__EXERCISE AIM__: In the records, each line holding "this" must be reported.

__GIVEN RECORDS__:
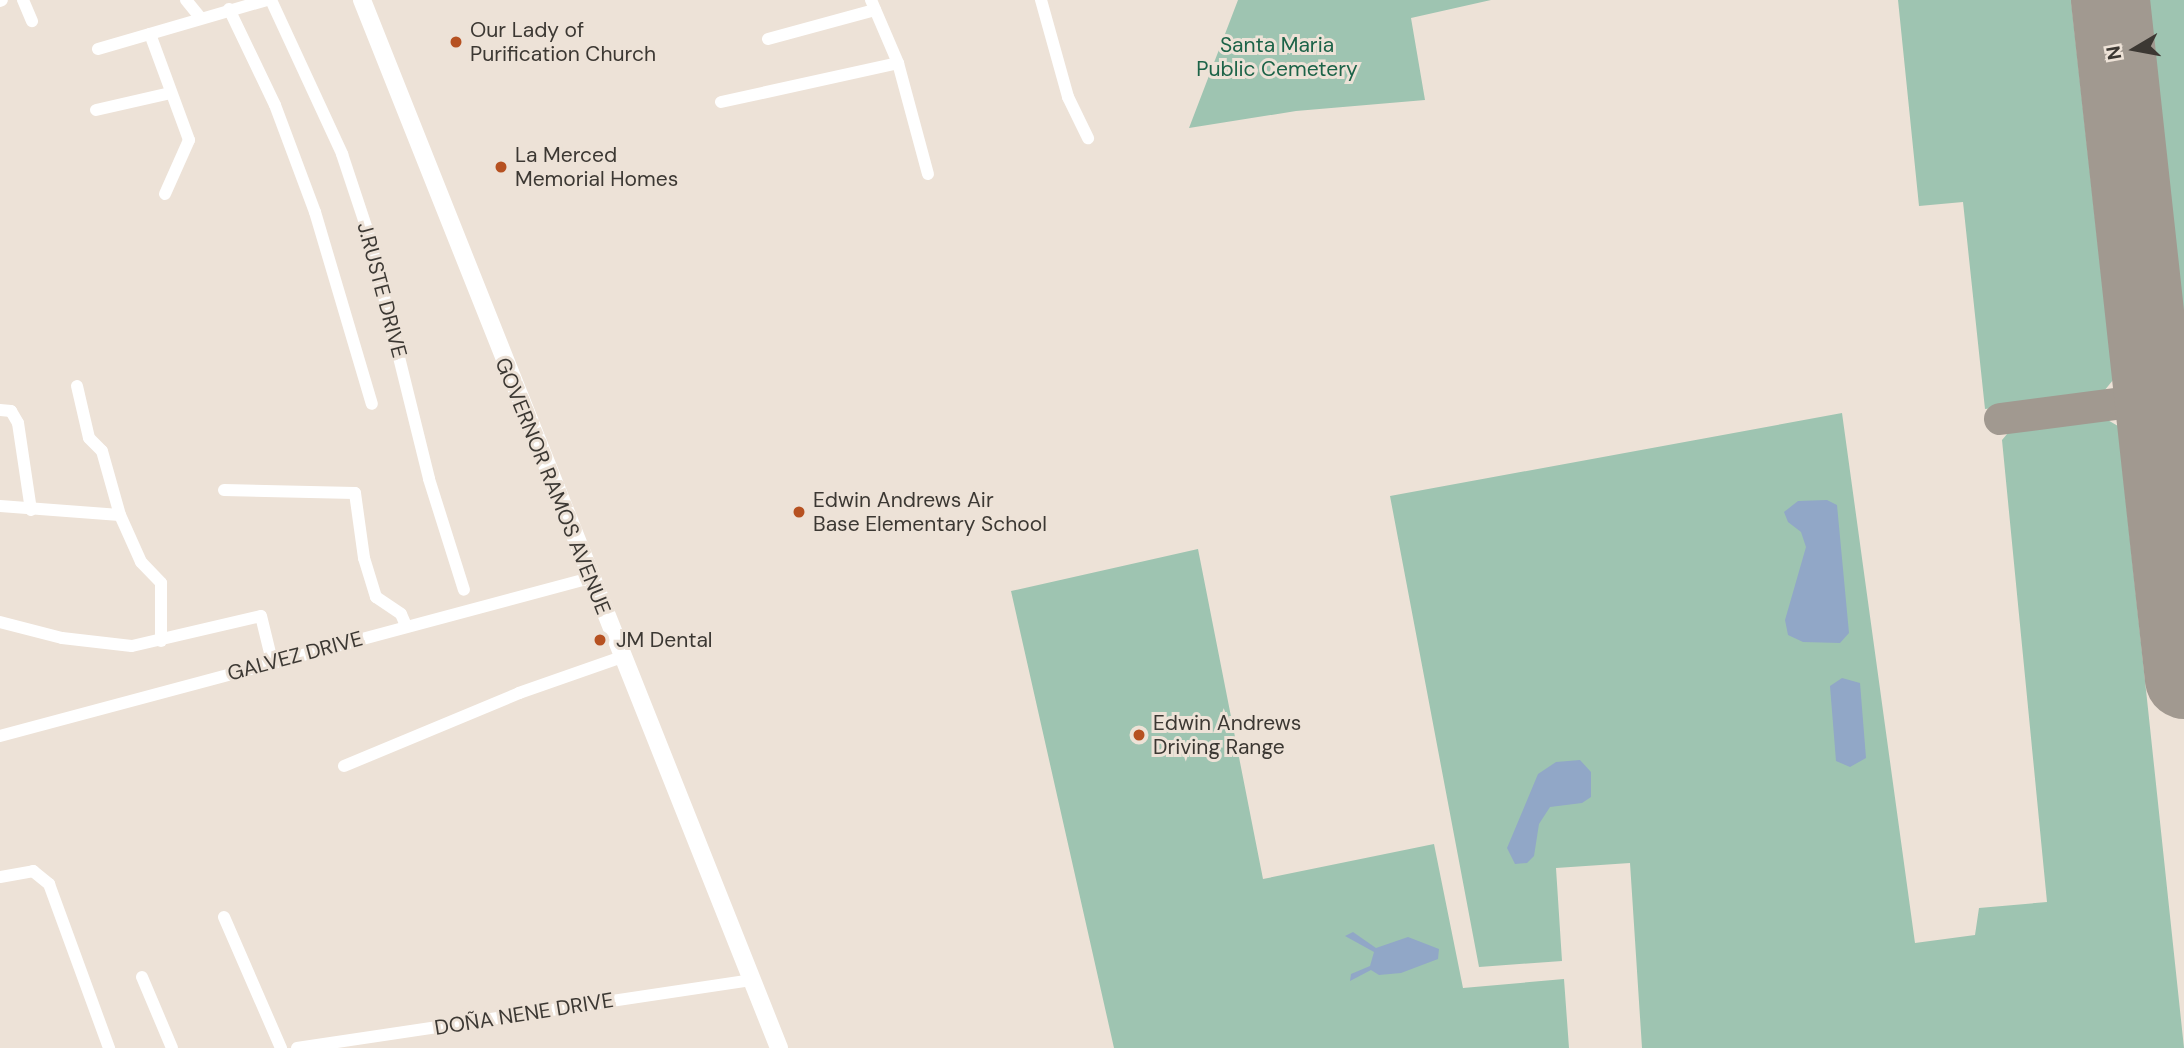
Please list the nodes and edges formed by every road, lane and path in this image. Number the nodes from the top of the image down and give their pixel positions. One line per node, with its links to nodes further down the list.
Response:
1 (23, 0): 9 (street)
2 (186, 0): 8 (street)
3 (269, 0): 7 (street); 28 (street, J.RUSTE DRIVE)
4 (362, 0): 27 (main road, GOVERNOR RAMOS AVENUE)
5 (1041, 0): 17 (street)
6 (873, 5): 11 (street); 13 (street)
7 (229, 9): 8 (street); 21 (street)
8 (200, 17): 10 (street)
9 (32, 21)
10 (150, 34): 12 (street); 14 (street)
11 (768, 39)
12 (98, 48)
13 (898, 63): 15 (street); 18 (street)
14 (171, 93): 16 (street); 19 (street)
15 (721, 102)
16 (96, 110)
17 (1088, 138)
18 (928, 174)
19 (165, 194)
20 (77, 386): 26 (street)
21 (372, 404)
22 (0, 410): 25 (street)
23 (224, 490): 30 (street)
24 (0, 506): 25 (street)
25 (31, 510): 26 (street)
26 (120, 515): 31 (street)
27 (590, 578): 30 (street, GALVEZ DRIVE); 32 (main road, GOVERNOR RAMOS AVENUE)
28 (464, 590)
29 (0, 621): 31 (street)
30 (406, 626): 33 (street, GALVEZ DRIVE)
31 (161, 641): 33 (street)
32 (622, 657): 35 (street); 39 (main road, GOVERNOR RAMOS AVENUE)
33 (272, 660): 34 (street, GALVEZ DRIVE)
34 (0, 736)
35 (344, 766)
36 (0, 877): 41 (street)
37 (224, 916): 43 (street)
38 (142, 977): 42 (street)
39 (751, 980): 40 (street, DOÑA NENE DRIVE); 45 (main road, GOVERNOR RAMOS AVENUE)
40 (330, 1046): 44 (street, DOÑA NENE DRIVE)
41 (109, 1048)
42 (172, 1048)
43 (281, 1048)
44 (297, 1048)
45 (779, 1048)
* * *
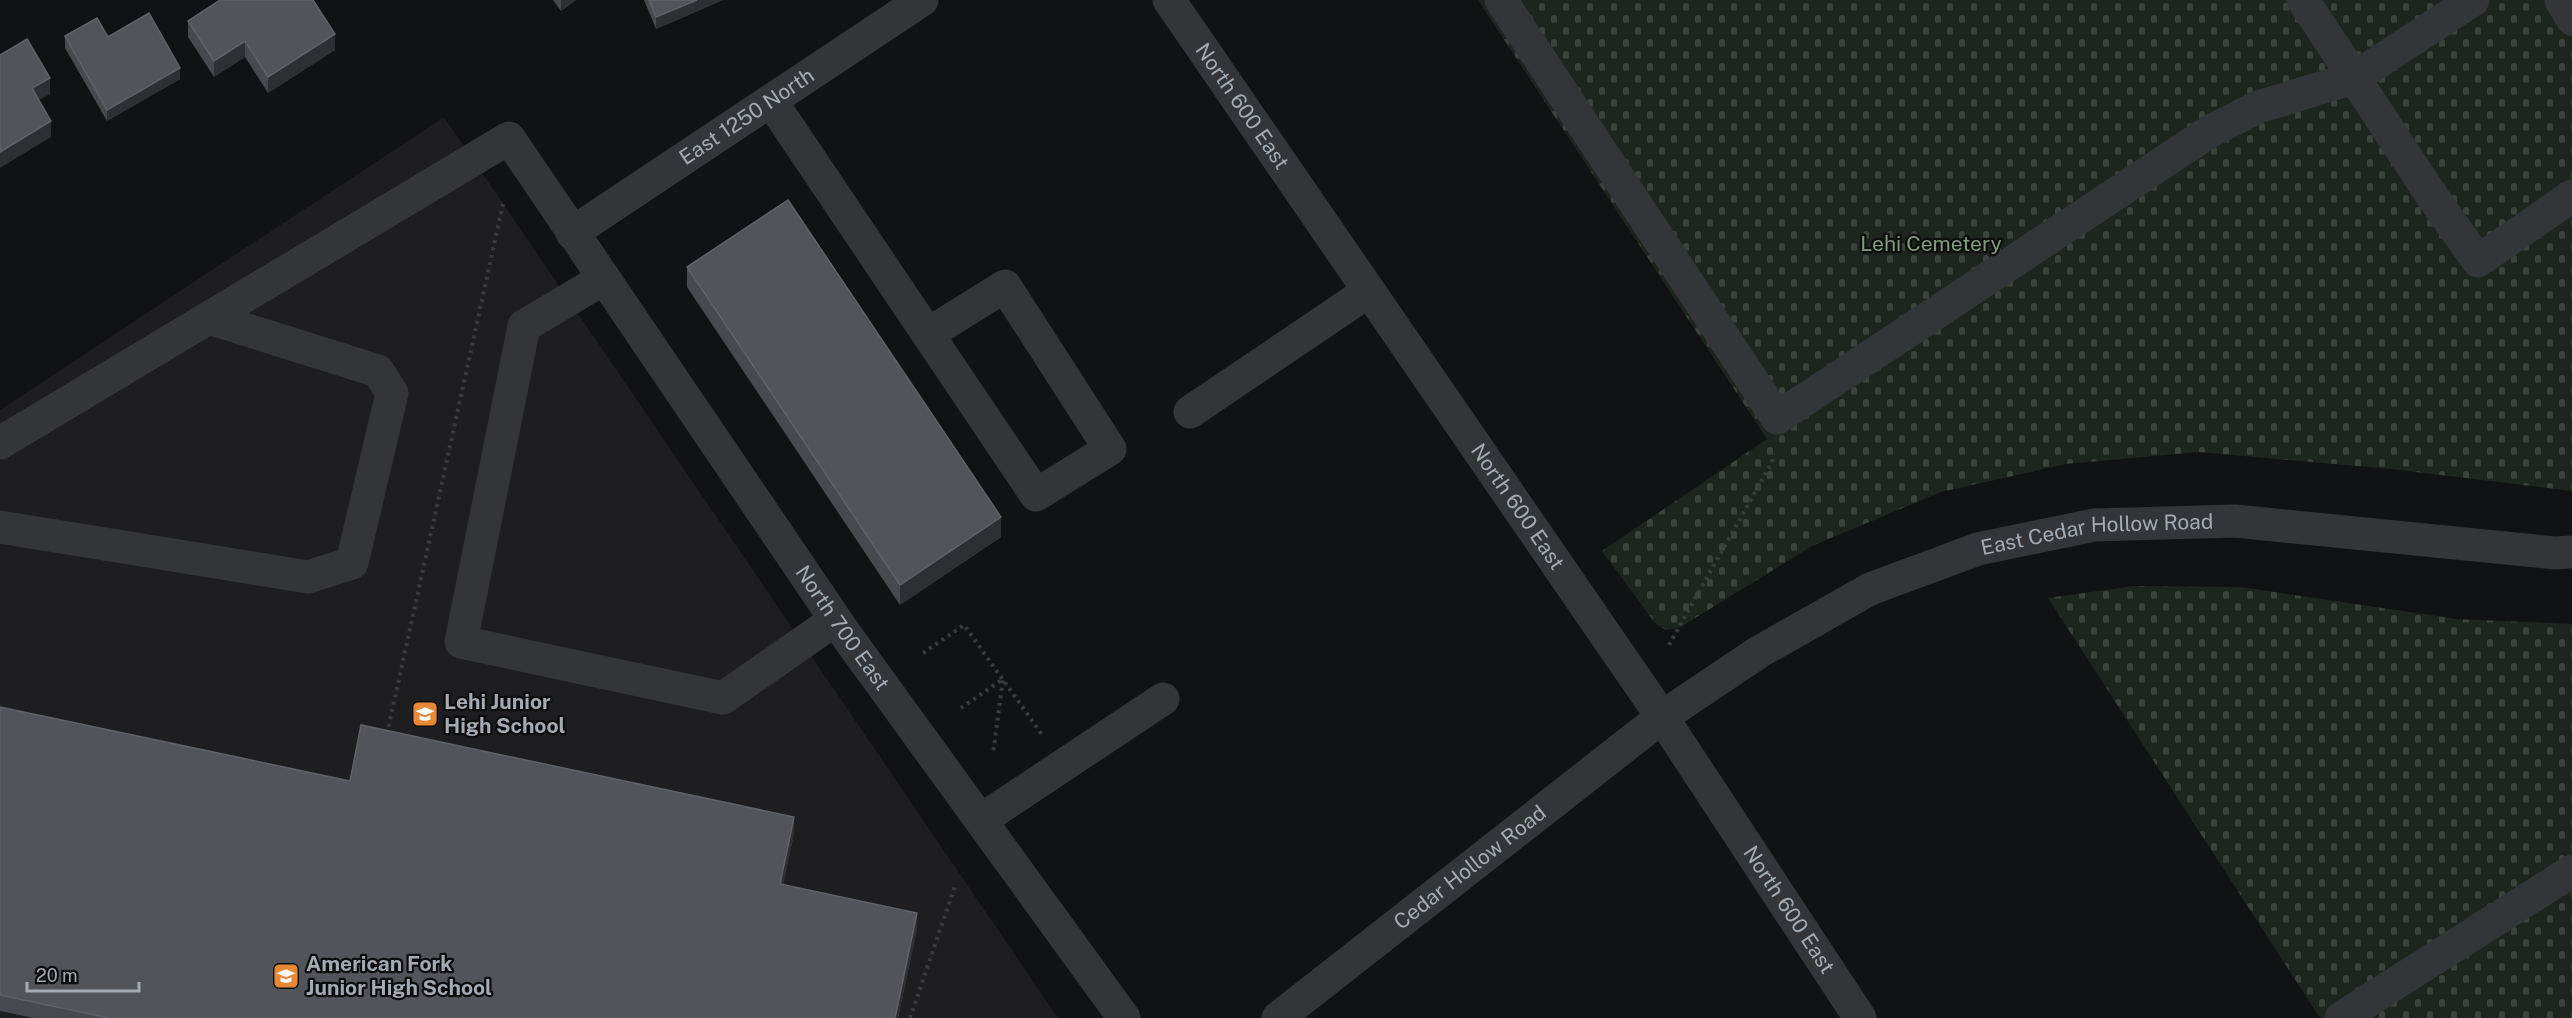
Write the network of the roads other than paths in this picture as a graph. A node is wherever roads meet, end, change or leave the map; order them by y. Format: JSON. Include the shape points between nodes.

__RESPONSE AREA__:
Please list the nodes and edges formed by every road, lane and path in this image. Number the nodes from the top of the image down and give their pixel positions. One line per node, with its links to nodes further down the list.
Write the network of the roads other than paths in this picture as a graph. A node is wherever roads meet, end, change or leave the map; order them by y. Format: JSON. Include the shape points between nodes.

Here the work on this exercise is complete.